## WORK INSTRUCTIONS
Scan the entries for the word "Pricing". Every line that has it should be copied.

[Dataset entries]
——
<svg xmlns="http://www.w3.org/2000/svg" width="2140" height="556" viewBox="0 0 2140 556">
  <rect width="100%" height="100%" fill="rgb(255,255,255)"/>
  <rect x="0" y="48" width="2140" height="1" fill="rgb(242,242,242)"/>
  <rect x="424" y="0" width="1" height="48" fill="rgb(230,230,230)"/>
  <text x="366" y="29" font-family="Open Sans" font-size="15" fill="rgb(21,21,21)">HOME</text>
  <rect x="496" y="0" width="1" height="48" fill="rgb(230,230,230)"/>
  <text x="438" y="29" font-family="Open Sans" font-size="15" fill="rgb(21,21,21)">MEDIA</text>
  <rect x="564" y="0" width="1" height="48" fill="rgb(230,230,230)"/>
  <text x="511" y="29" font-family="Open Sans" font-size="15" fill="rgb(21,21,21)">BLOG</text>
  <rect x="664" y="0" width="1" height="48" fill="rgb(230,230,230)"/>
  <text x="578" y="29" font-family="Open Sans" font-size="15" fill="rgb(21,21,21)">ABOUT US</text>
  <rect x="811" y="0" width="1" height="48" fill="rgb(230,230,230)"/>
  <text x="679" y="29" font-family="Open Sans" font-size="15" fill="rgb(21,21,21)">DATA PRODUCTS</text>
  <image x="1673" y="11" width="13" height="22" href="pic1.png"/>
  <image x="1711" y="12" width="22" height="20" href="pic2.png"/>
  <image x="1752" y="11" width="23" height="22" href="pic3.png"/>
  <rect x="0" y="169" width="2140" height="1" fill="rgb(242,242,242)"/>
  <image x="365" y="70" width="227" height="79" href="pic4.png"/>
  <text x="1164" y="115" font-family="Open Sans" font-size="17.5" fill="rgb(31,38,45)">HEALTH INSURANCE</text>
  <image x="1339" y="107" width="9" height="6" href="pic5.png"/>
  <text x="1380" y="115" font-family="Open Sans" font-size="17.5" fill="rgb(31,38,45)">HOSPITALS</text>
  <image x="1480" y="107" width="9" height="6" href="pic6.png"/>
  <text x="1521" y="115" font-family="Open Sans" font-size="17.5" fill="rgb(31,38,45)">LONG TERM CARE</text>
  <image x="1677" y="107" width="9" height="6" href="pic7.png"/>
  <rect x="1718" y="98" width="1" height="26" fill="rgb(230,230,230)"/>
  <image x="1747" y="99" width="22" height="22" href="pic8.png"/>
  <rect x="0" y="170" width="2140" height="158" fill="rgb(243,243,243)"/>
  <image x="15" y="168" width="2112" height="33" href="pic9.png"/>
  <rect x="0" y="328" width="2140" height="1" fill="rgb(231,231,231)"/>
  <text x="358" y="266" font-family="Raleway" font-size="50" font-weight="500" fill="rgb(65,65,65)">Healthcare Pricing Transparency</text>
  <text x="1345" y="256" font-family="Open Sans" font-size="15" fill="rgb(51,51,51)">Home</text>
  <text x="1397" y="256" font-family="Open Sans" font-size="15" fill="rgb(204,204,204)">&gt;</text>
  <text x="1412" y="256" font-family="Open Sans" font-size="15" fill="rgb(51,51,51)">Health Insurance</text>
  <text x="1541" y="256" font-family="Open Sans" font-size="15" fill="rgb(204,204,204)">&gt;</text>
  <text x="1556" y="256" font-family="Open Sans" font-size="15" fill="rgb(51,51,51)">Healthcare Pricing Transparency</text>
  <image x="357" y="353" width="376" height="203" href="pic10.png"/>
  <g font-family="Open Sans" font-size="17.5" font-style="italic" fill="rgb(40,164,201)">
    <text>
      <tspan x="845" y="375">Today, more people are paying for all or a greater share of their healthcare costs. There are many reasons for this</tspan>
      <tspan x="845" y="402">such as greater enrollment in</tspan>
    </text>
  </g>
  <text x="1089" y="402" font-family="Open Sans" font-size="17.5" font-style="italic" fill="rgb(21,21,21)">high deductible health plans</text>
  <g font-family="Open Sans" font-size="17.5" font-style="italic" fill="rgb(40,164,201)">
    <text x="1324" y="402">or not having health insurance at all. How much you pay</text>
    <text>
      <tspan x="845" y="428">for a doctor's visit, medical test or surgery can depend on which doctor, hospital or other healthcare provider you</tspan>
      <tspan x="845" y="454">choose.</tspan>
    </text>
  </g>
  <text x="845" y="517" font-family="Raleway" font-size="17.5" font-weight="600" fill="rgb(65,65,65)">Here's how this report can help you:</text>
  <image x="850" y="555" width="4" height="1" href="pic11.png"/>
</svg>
——
## RESULT
  <text x="358" y="266" font-family="Raleway" font-size="50" font-weight="500" fill="rgb(65,65,65)">Healthcare Pricing Transparency</text>
  <text x="1556" y="256" font-family="Open Sans" font-size="15" fill="rgb(51,51,51)">Healthcare Pricing Transparency</text>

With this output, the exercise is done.